▶ [ASSIGNMENT] An exact repetition of every entry, with no images, is the required answer.

▶ [Stored data]
= = = = =

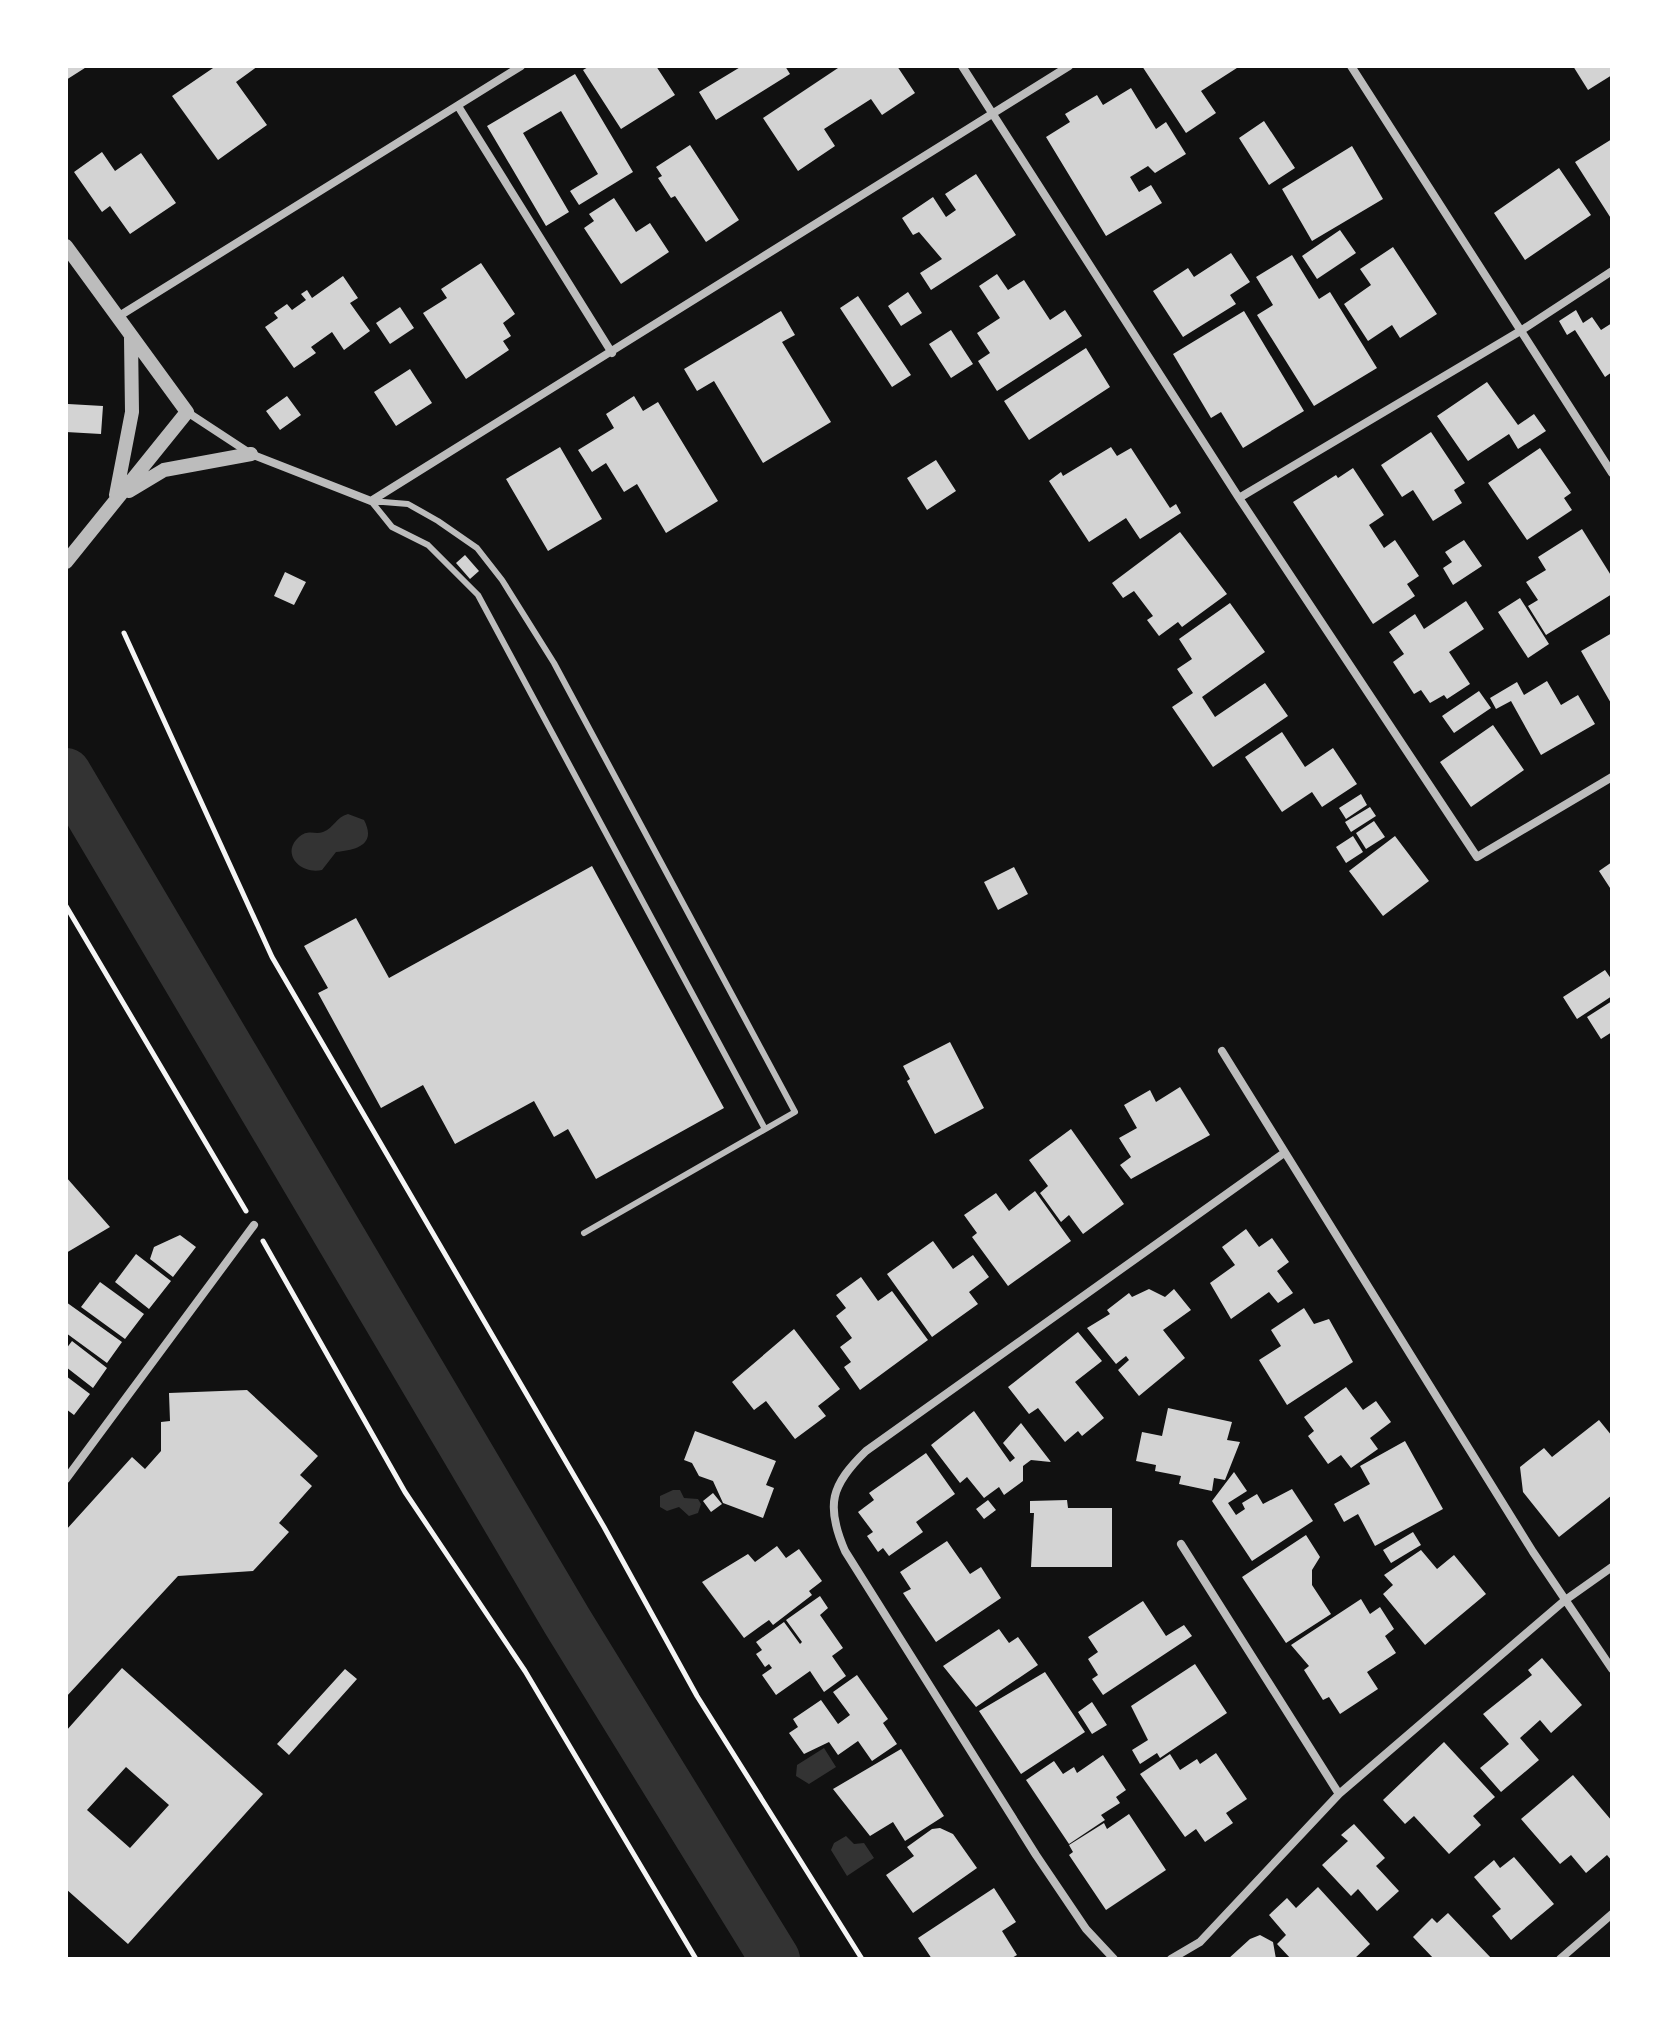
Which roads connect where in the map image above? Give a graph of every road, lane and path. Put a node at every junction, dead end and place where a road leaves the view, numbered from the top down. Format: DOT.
graph roads {
  1 [pos="521,66"];
  2 [pos="962,66"];
  3 [pos="1069,66"];
  4 [pos="1351,66"];
  5 [pos="458,106"];
  6 [pos="991,113"];
  7 [pos="66,246"];
  8 [pos="1612,271"];
  9 [pos="116,318"];
  10 [pos="1522,330"];
  11 [pos="131,337"];
  12 [pos="612,353"];
  13 [pos="187,412"];
  14 [pos="251,454"];
  15 [pos="1612,473"];
  16 [pos="1239,498"];
  17 [pos="115,500"];
  18 [pos="371,501"];
  19 [pos="66,562"];
  20 [pos="124,633"];
  21 [pos="1612,777"];
  22 [pos="66,906"];
  23 [pos="1222,1051"];
  24 [pos="765,1129"];
  25 [pos="1284,1153"];
  26 [pos="254,1225"];
  27 [pos="584,1233"];
  28 [pos="66,1479"];
  29 [pos="1181,1544"];
  30 [pos="1612,1567"];
  31 [pos="1564,1601"];
  32 [pos="1612,1669"];
  33 [pos="1339,1794"];
  34 [pos="1612,1914"];
  35 [pos="696,1959"];
  36 [pos="862,1959"];
  37 [pos="1114,1959"];
  38 [pos="1171,1959"];
  39 [pos="1560,1959"];
  1 -- 5 [label="street"];
  2 -- 6 [label="street"];
  3 -- 6 [label="street"];
  4 -- 10 [label="street"];
  5 -- 9 [label="street"];
  5 -- 12 [label="street"];
  6 -- 12 [label="street"];
  6 -- 16 [label="street"];
  7 -- 9 [label="street"];
  8 -- 10 [label="street"];
  9 -- 11 [label="street"];
  10 -- 15 [label="street"];
  10 -- 16 [label="street"];
  11 -- 13 [label="street"];
  11 -- 17 [label="street"];
  12 -- 18 [label="street"];
  13 -- 14 [label="street"];
  13 -- 17 [label="street"];
  14 -- 17 [label="street"];
  14 -- 18 [label="street"];
  16 -- 21 [label="street"];
  17 -- 19 [label="street"];
  18 -- 24 [label="lane"];
  18 -- 24 [label="lane"];
  20 -- 36 [label="path"];
  22 -- 26 [label="path"];
  23 -- 25 [label="street"];
  24 -- 27 [label="lane"];
  25 -- 31 [label="street"];
  25 -- 37 [label="street"];
  26 -- 28 [label="street"];
  26 -- 35 [label="path"];
  29 -- 33 [label="street"];
  30 -- 31 [label="street"];
  31 -- 32 [label="street"];
  31 -- 33 [label="street"];
  33 -- 38 [label="street"];
  34 -- 39 [label="street"];
}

= = = = =

▶ [RESPONSE FOR THIS EXERCISE]
Which roads connect where in the map image above? Give a graph of every road, lane and path. Put a node at every junction, dead end and place where a road leaves the view, numbered from the top down. Format: DOT.
graph roads {
  1 [pos="521,66"];
  2 [pos="962,66"];
  3 [pos="1069,66"];
  4 [pos="1351,66"];
  5 [pos="458,106"];
  6 [pos="991,113"];
  7 [pos="66,246"];
  8 [pos="1612,271"];
  9 [pos="116,318"];
  10 [pos="1522,330"];
  11 [pos="131,337"];
  12 [pos="612,353"];
  13 [pos="187,412"];
  14 [pos="251,454"];
  15 [pos="1612,473"];
  16 [pos="1239,498"];
  17 [pos="115,500"];
  18 [pos="371,501"];
  19 [pos="66,562"];
  20 [pos="124,633"];
  21 [pos="1612,777"];
  22 [pos="66,906"];
  23 [pos="1222,1051"];
  24 [pos="765,1129"];
  25 [pos="1284,1153"];
  26 [pos="254,1225"];
  27 [pos="584,1233"];
  28 [pos="66,1479"];
  29 [pos="1181,1544"];
  30 [pos="1612,1567"];
  31 [pos="1564,1601"];
  32 [pos="1612,1669"];
  33 [pos="1339,1794"];
  34 [pos="1612,1914"];
  35 [pos="696,1959"];
  36 [pos="862,1959"];
  37 [pos="1114,1959"];
  38 [pos="1171,1959"];
  39 [pos="1560,1959"];
  1 -- 5 [label="street"];
  2 -- 6 [label="street"];
  3 -- 6 [label="street"];
  4 -- 10 [label="street"];
  5 -- 9 [label="street"];
  5 -- 12 [label="street"];
  6 -- 12 [label="street"];
  6 -- 16 [label="street"];
  7 -- 9 [label="street"];
  8 -- 10 [label="street"];
  9 -- 11 [label="street"];
  10 -- 15 [label="street"];
  10 -- 16 [label="street"];
  11 -- 13 [label="street"];
  11 -- 17 [label="street"];
  12 -- 18 [label="street"];
  13 -- 14 [label="street"];
  13 -- 17 [label="street"];
  14 -- 17 [label="street"];
  14 -- 18 [label="street"];
  16 -- 21 [label="street"];
  17 -- 19 [label="street"];
  18 -- 24 [label="lane"];
  18 -- 24 [label="lane"];
  20 -- 36 [label="path"];
  22 -- 26 [label="path"];
  23 -- 25 [label="street"];
  24 -- 27 [label="lane"];
  25 -- 31 [label="street"];
  25 -- 37 [label="street"];
  26 -- 28 [label="street"];
  26 -- 35 [label="path"];
  29 -- 33 [label="street"];
  30 -- 31 [label="street"];
  31 -- 32 [label="street"];
  31 -- 33 [label="street"];
  33 -- 38 [label="street"];
  34 -- 39 [label="street"];
}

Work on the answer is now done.